[Keypoint coordinate data]
____________

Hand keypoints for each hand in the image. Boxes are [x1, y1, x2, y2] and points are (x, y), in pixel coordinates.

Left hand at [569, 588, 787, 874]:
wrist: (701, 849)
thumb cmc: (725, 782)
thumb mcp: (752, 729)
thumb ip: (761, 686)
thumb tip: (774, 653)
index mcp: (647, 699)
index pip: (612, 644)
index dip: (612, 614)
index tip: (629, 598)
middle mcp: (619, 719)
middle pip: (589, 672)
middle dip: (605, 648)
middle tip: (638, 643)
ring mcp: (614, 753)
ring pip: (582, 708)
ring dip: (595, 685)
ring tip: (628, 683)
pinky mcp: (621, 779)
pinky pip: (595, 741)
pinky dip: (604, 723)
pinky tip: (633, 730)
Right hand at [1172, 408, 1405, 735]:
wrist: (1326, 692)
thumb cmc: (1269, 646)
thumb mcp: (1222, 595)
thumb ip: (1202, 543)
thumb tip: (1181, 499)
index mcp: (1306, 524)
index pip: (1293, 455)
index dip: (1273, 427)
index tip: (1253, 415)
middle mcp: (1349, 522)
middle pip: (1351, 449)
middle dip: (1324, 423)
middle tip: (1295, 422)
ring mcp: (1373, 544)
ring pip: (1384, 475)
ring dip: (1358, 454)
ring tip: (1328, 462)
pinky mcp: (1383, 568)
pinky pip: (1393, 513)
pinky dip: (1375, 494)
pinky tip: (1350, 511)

____________

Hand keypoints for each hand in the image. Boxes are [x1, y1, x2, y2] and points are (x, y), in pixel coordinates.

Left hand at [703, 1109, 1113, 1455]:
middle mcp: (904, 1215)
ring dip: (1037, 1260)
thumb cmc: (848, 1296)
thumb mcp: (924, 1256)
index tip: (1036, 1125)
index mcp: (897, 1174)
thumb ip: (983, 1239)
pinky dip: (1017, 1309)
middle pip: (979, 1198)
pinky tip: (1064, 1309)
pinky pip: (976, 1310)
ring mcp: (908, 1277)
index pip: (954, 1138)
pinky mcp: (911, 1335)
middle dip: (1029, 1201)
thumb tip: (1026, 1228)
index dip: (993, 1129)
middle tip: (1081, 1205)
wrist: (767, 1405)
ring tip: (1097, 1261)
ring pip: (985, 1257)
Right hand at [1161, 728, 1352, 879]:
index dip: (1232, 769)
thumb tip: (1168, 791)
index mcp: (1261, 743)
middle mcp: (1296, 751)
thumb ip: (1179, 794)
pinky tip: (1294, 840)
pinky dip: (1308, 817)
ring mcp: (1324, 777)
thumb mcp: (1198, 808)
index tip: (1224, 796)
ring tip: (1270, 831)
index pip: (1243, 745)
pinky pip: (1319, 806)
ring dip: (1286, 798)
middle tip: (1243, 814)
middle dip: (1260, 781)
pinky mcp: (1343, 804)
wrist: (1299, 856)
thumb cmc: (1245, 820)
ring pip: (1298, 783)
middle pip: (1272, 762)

____________

What this task involves: Write out exactly the lines that fall from the line with "thumb cmc: (1269, 646)" to the line with "pinky tip: (1350, 511)" in the records above, keeping both ends.

Output of the exercise:
thumb cmc: (1269, 646)
thumb mcp: (1222, 595)
thumb ip: (1202, 543)
thumb tip: (1181, 499)
index mcp: (1306, 524)
index pip: (1293, 455)
index dip: (1273, 427)
index tip: (1253, 415)
middle mcp: (1349, 522)
middle pip: (1351, 449)
middle dip: (1324, 423)
middle tip: (1295, 422)
ring mcp: (1373, 544)
ring pip: (1384, 475)
ring dip: (1358, 454)
ring tip: (1328, 462)
pinky mcp: (1383, 568)
pinky pip: (1393, 513)
pinky dip: (1375, 494)
pinky tip: (1350, 511)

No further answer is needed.